When a “blood pressure” button in the vital sign input area is tapped, a blood pressure input panel 504 as shown in FIG. 27 is displayed. With this panel 504, a measurement part is selected, and a number of the blood pressure is inputted. Palpating is displayed in a gray color until tapping of an unmeasurable button. When a “pulse” button in the vital sign input area is tapped, a pulse input panel 505 as shown in FIG. 28 is displayed. With this panel 505, a measurement part is selected, and the number of the pulse is entered. When a “respiratory rate” button in the vital sign input area is tapped, a respiratory input panel 506 as shown in FIG. 29 is displayed. With this panel 506, a symptom fitting to the patient is selected from levels of one through three. In this example, “only word conversation” and “cyanosis” can be selected at the level one; “phrase conversation” and “stridor” can be selected at the level two; and “sentence conversation” and “breathlessness on exercise” can be selected at the level three.
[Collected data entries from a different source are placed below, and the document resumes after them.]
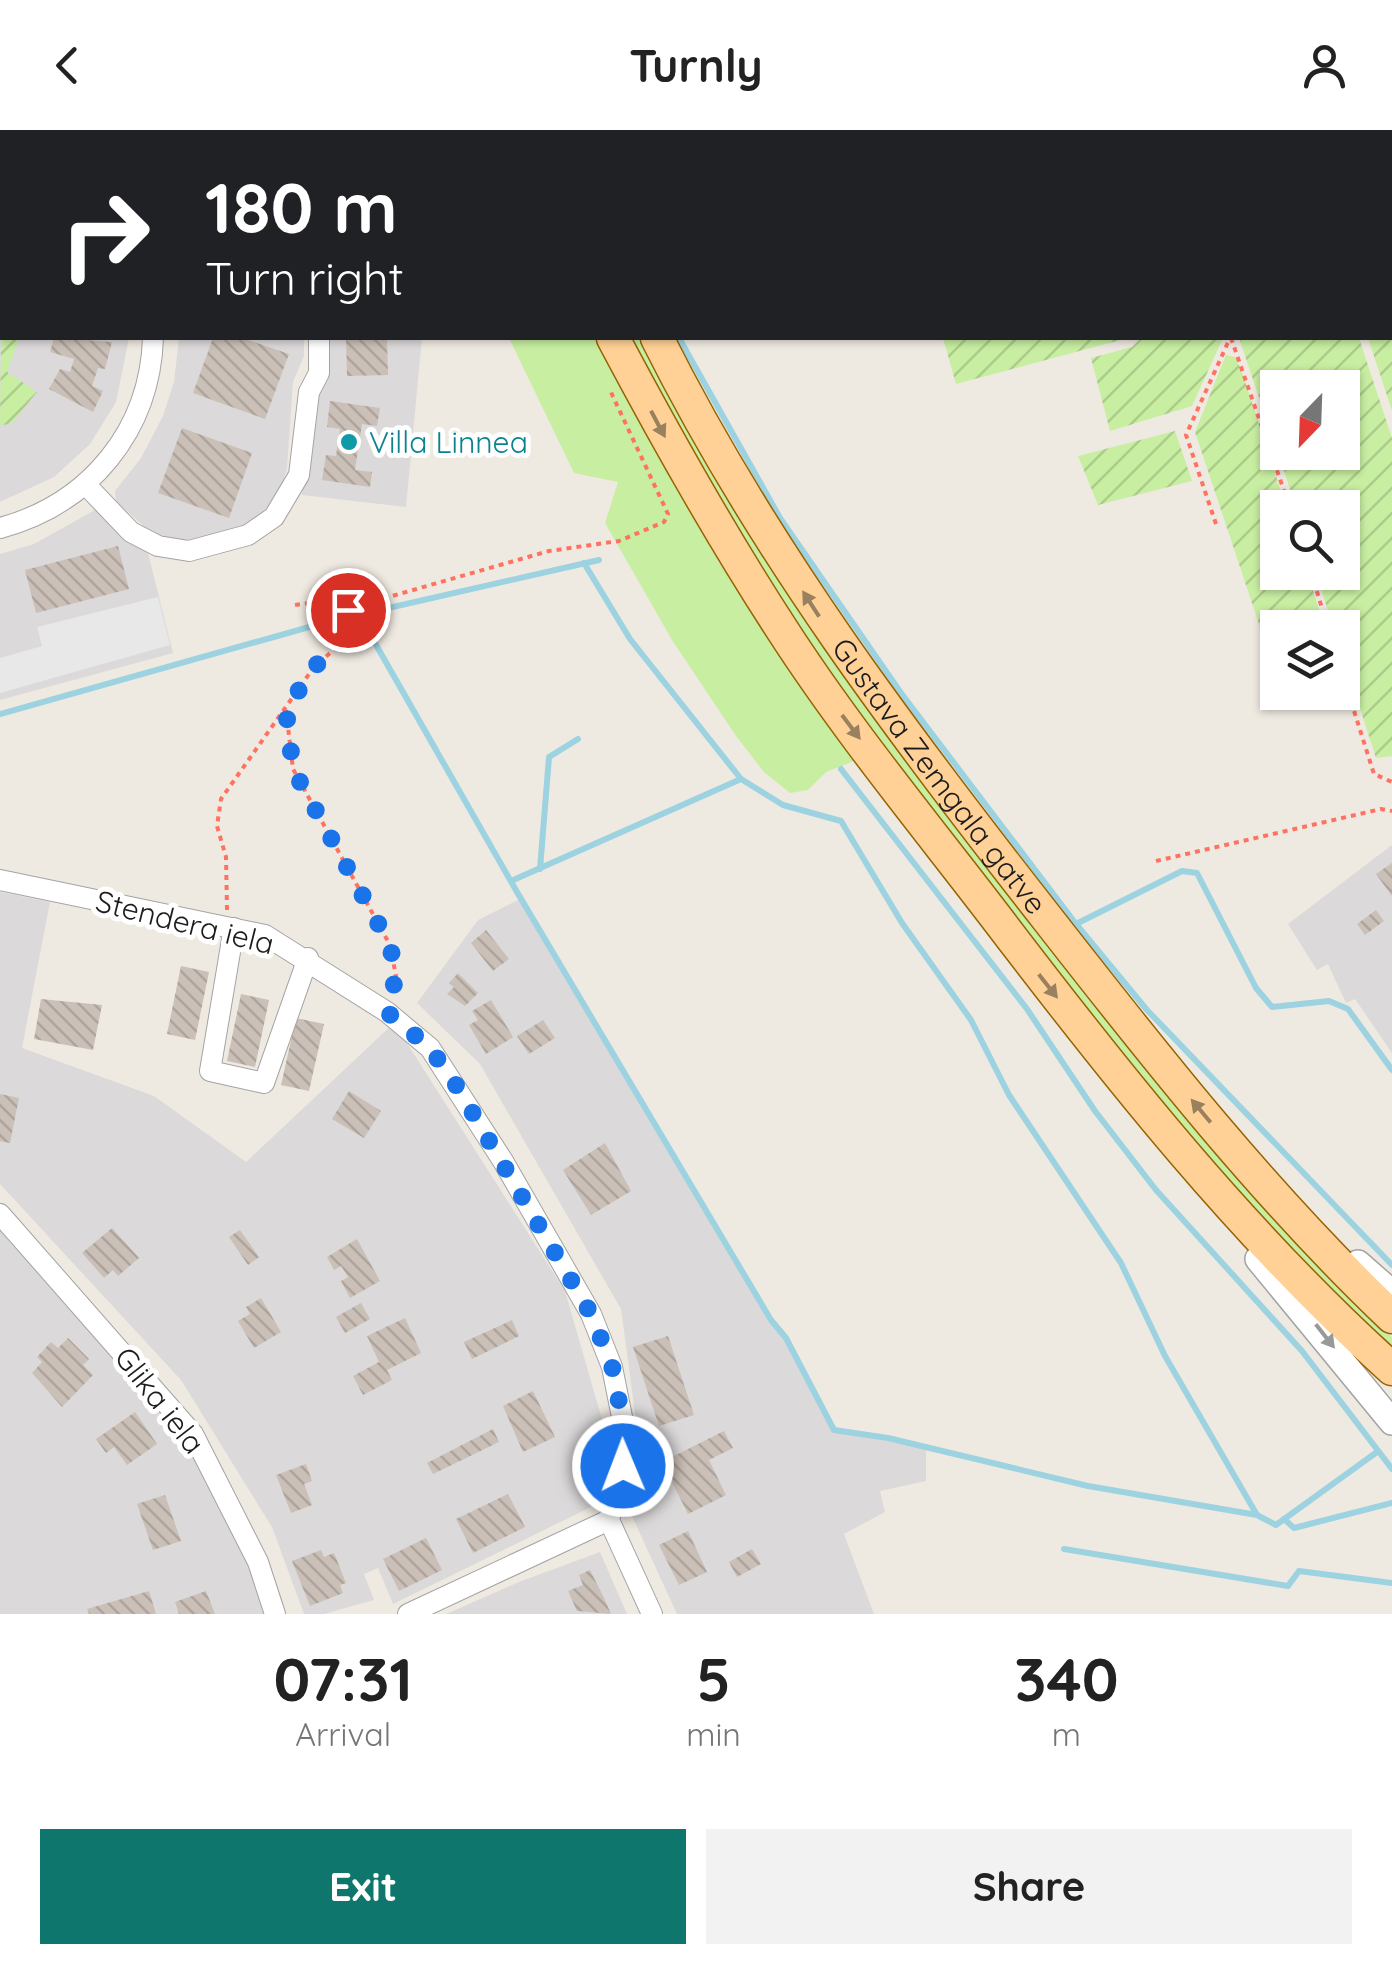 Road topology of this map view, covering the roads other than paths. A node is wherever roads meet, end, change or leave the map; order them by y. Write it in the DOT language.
graph roads {
  1 [pos="153,340"];
  2 [pos="318,340"];
  3 [pos="614,340"];
  4 [pos="658,340"];
  5 [pos="86,484"];
  6 [pos="0,528"];
  7 [pos="0,880"];
  8 [pos="234,928"];
  9 [pos="308,958"];
  10 [pos="1137,1096"];
  11 [pos="1266,1184"];
  12 [pos="0,1214"];
  13 [pos="1392,1293"];
  14 [pos="1392,1318"];
  15 [pos="1392,1369"];
  16 [pos="1392,1422"];
  17 [pos="609,1520"];
  18 [pos="275,1614"];
  19 [pos="408,1614"];
  20 [pos="652,1614"];
  1 -- 5 [label="street"];
  2 -- 5 [label="street"];
  3 -- 10 [label="main road, Gustava Zemgala gatve, one-way"];
  11 -- 4 [label="main road, Gustava Zemgala gatve, one-way"];
  5 -- 6 [label="street"];
  7 -- 8 [label="street, Stendera iela"];
  8 -- 9 [label="street, Stendera iela"];
  8 -- 9 [label="street"];
  9 -- 17 [label="street, Stendera iela"];
  10 -- 15 [label="main road, Gustava Zemgala gatve"];
  10 -- 16 [label="street, Gustava Zemgala gatve, one-way"];
  11 -- 13 [label="street, Gustava Zemgala gatve"];
  11 -- 14 [label="main road, Gustava Zemgala gatve"];
  12 -- 18 [label="street, Glika iela"];
  17 -- 19 [label="street"];
  17 -- 20 [label="street"];
}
When a “body temperature” button in the vital sign input area is tapped, a body temperature input panel 507 as shown in FIG. 30 is displayed. With this panel 507, a measurement part of the body temperature is selected, and a number is inputted. When three numbers are entered, the first digit of the decimal is indicated. In addition, under low temperature environment and under high temperature environment can be entered for the measuring environment.

When an “SpO2” button in the vital sign input area is tapped, an SpO2 input panel 508 as shown in FIG. 31 is displayed. With this panel 508, a measurement part and number (percent) of the SpO2 (arterial oxygen saturation) of the patient are entered.

If one among endogenous adult CPA, endogenous infantile CPA, exogenous CPA, and DNR applicable CPA is selected in the input designation area for highly emergency diseases displayed on the left upper side in the initial branching screen 502, a screen is transited to an acceptance allowed/denied status screen 509 regarding CPA as shown in FIG. 32. With this screen 509, occurrence status (map), today's listed hospital activity status, current patient information are displayed. As the occurrence status, the scene and the neighbor hospitals are shown in the map. In the today's listed hospital activity status, acceptable medical institution name, distance to the medical institutions, status, diagnosis name, severity, acceptance status, etc. are displayed in a manner corresponding mutually. As the current patient, such as age, gender, chief complaint, perception, and scene arrival time are displayed. With this screen 509, if “transfer screen” button located at the center is tapped, a communication item panel 510 as shown in FIG. 33 is displayed. With the panel 510, as elementary items, cardiopulmonary arrest estimated time, age, gender, and DNR applicability are entered, and as CPA specific information, such as existence of eyewitness, existence of bystander, initial electrocardiogram, AED, medical history, family doctor, pass ID, transportation history, disease name, transportation destination, and ETA are entered.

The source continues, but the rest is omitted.